Sofía paga al techador de inmediato, negocia términos Net 45 con el contratista de pisos y establece una revisión semanal de cuentas por pagar. Sus costos totales de remodelación llegan a $52,000 — pero evita un gravamen y cierra a tiempo.
Pros y contras
- Preserva flexibilidad de flujo de caja — Pagar a plazos (Net 30) en vez de inmediatamente mantiene efectivo disponible para otras necesidades
- Rastrea obligaciones reales — Saber exactamente cuánto debes evita la falsa tranquilidad de un saldo bancario abultado
- Fortalece relaciones con proveedores — Pagar a tiempo genera confianza con contratistas que priorizarán tus proyectos
- Esencial para la debida diligencia — Revisar el reporte de antigüedad de AP antes de una adquisición revela pasivos ocultos
- Permite estados financieros precisos — Un seguimiento adecuado de AP produce cifras honestas de NOI y flujo de caja
- Previene exposición legal — Los pagos puntuales a contratistas eliminan el riesgo de gravámenes mecánicos
- Añade complejidad contable — Rastrear lo que debes vs. lo que has pagado requiere más disciplina que el simple registro en base de caja
- Ilusión de flujo de caja — Las facturas se acumulan silenciosamente; las cuentas por pagar pueden crecer más rápido de lo que imaginas si no revisas los reportes de antigüedad regularmente
- Los recargos por mora se acumulan — Penalizaciones de impuestos a la propiedad (1-10% según el condado), riesgo de cancelación de seguros y recargos de contratistas por pago tardío suman
- Riesgo de pasivos heredados — Comprar una propiedad mediante compra de entidad (no compra de activos) puede hacerte responsable de las cuentas por pagar pendientes del vendedor
- Los propietarios pequeños suelen omitirlo — La contabilidad de base de caja no requiere seguimiento formal de AP, así que muchos inversionistas no descubren su problema de cuentas por pagar hasta que es una crisis
Ten en cuenta
Los gravámenes mecánicos son la verdadera amenaza. En la mayoría de los estados, los contratistas impagos pueden presentar un gravamen mecánico contra tu propiedad dentro de 60-120 días de haber completado el trabajo. Ese gravamen se adhiere al título, lo que significa que no puedes vender ni refinanciar hasta que se resuelva. Para los flippers, un gravamen mecánico puede destruir una operación por completo. Paga a los contratistas dentro de los plazos, o como mínimo comunícate proactivamente sobre los tiempos de pago. El silencio es lo que desencadena las presentaciones de gravámenes.

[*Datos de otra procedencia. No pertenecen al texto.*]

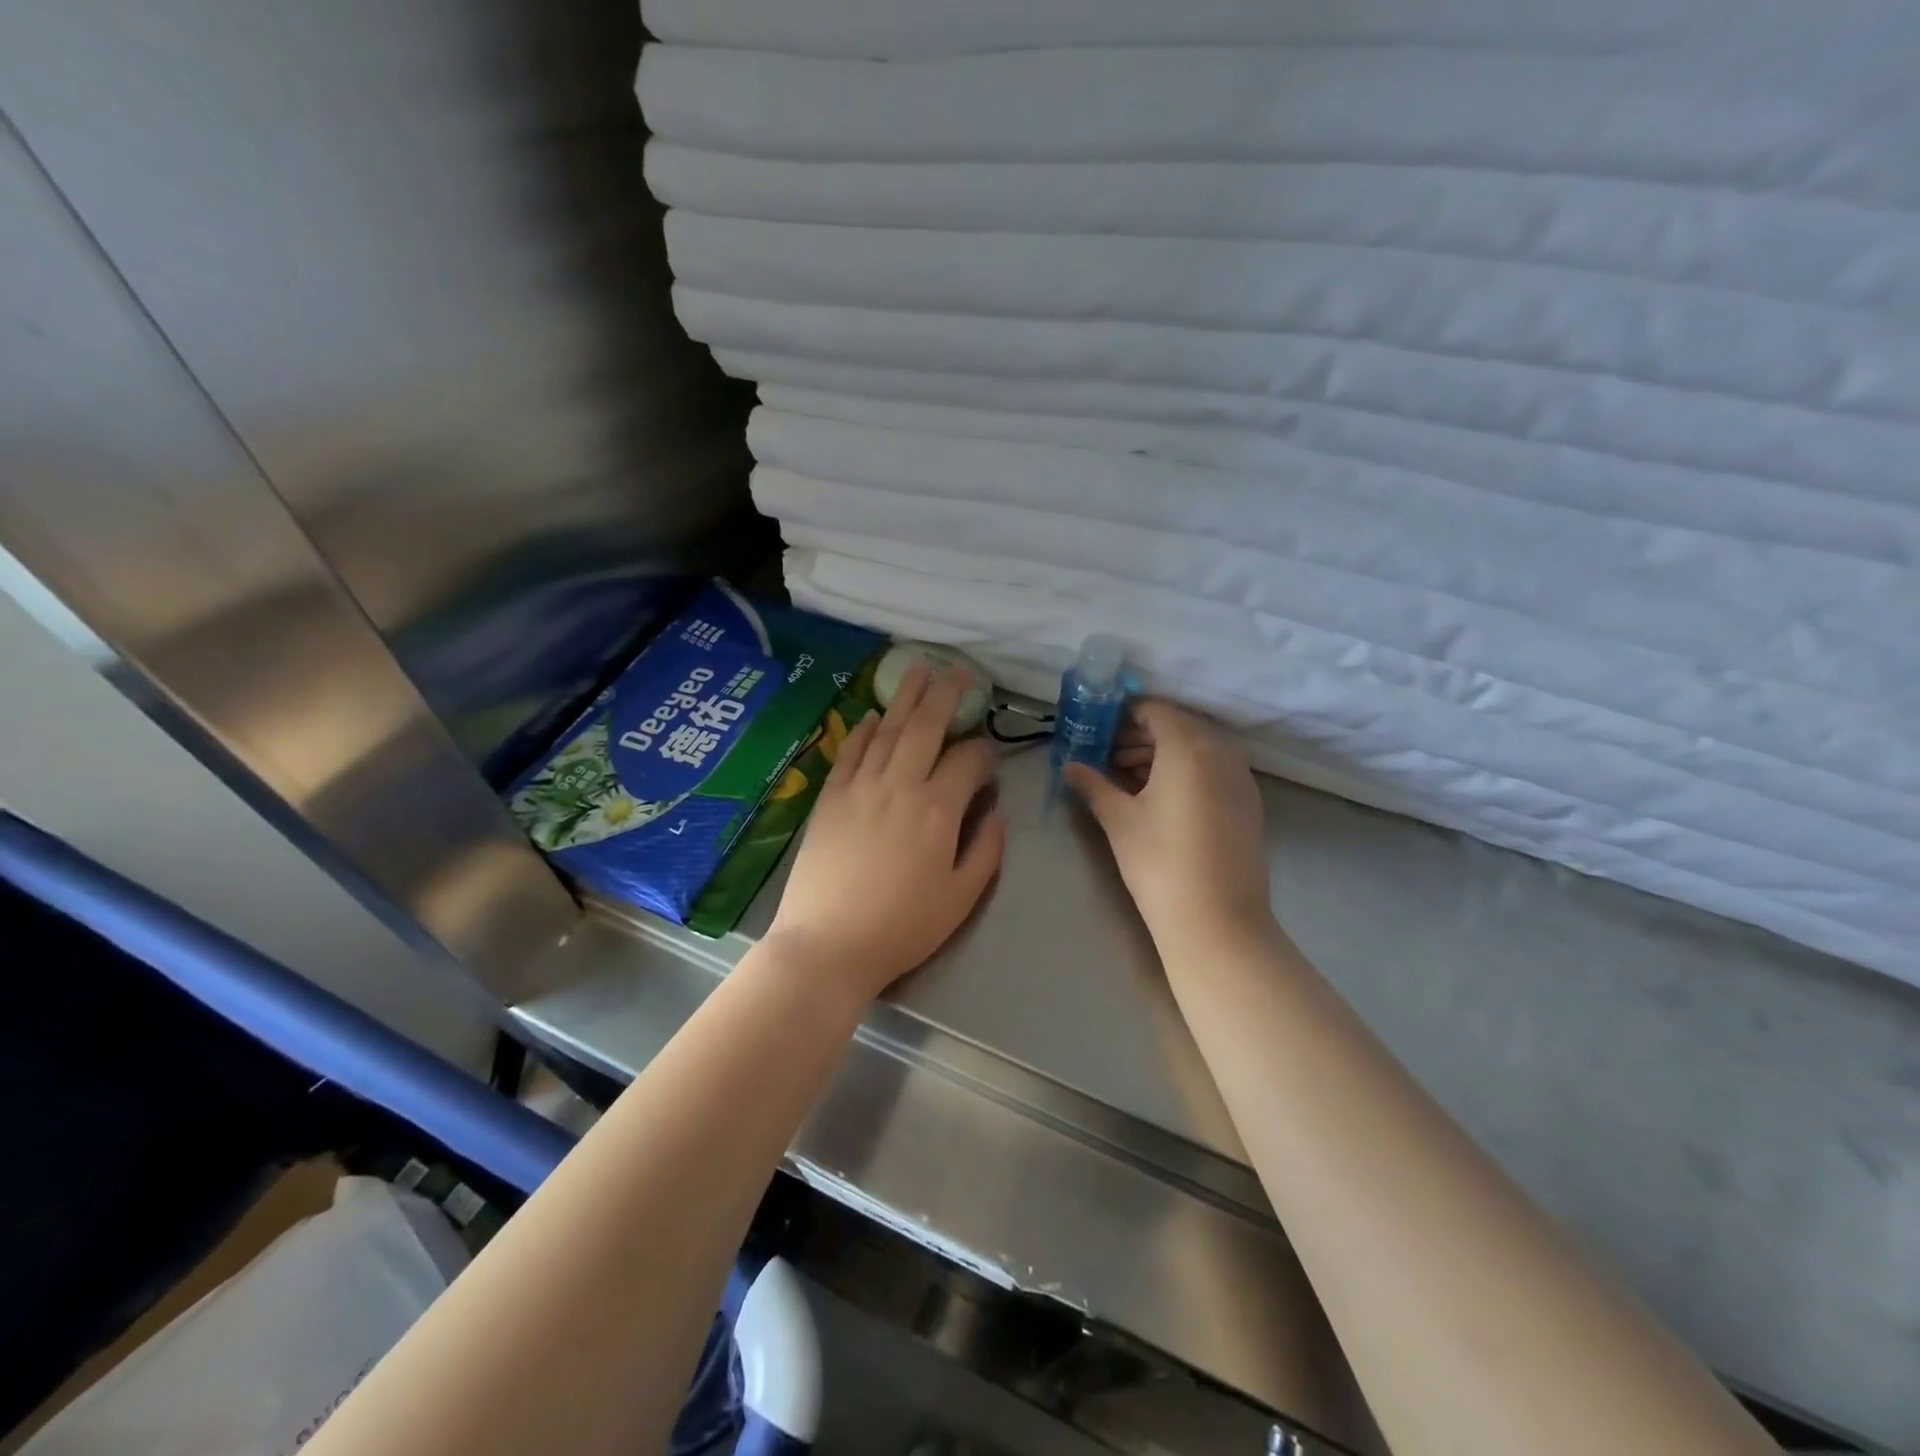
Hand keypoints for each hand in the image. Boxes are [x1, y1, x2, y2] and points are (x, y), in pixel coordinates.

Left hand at [767, 664, 1005, 1001]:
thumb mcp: (962, 897)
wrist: (828, 944)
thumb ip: (986, 850)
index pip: (967, 760)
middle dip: (946, 694)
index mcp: (937, 809)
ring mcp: (860, 787)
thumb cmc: (902, 927)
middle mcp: (899, 785)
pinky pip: (851, 752)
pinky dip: (864, 730)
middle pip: (926, 726)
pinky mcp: (830, 797)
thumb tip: (995, 812)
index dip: (983, 754)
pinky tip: (873, 715)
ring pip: (887, 730)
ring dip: (905, 697)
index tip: (988, 760)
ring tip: (918, 670)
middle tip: (958, 671)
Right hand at [1064, 701, 1271, 944]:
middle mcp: (1221, 752)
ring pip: (1197, 747)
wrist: (1217, 921)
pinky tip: (1159, 797)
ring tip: (1126, 777)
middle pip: (1178, 726)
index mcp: (1189, 746)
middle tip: (1106, 755)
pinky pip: (1213, 768)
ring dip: (1162, 753)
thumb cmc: (1159, 862)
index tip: (1096, 730)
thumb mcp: (1119, 820)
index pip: (1154, 710)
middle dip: (1140, 735)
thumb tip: (1069, 766)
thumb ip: (1093, 784)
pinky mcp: (1248, 802)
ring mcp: (1240, 778)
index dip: (1122, 715)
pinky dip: (1185, 770)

No confundas saldo bancario con efectivo disponible. Tu cuenta bancaria muestra $35,000 pero debes $18,000 en AP — tienes $17,000. Los inversionistas nuevos habitualmente se comprometen con su próxima operación basándose en el saldo bancario, no en la posición neta después de AP. Antes de depositar arras para la propiedad número 4, resta todo lo que debes.
Revisa las cuentas por pagar durante la debida diligencia. Al adquirir una propiedad — especialmente mediante compra de entidad — solicita el reporte de antigüedad de AP. Las cuentas por pagar pendientes con contratistas, servicios públicos o la HOA pueden transferirse a ti. Una propiedad con $8,000 en AP vencida a más de 90 días te dice algo sobre la situación financiera y los hábitos de mantenimiento del vendedor.
Preguntas frecuentes
Conclusión
Las cuentas por pagar son el dinero que debes pero no has pagado — facturas de contratistas, facturas de impuestos a la propiedad, primas de seguro y cualquier otra obligación entre "recibida" y "pagada." Es un pasivo corriente en tu balance general que afecta directamente tu posición real de efectivo. Para inversionistas de compra y retención, rastrear las cuentas por pagar mantiene honestos tu NOI y tus proyecciones de flujo de caja. Para los flippers, es la diferencia entre un cierre limpio y un gravamen mecánico que estanca tu venta. Genera un reporte de antigüedad mensualmente, paga dentro de los plazos y nunca confundas tu saldo bancario con efectivo disponible. Las facturas en tu escritorio son dinero real — actúa en consecuencia.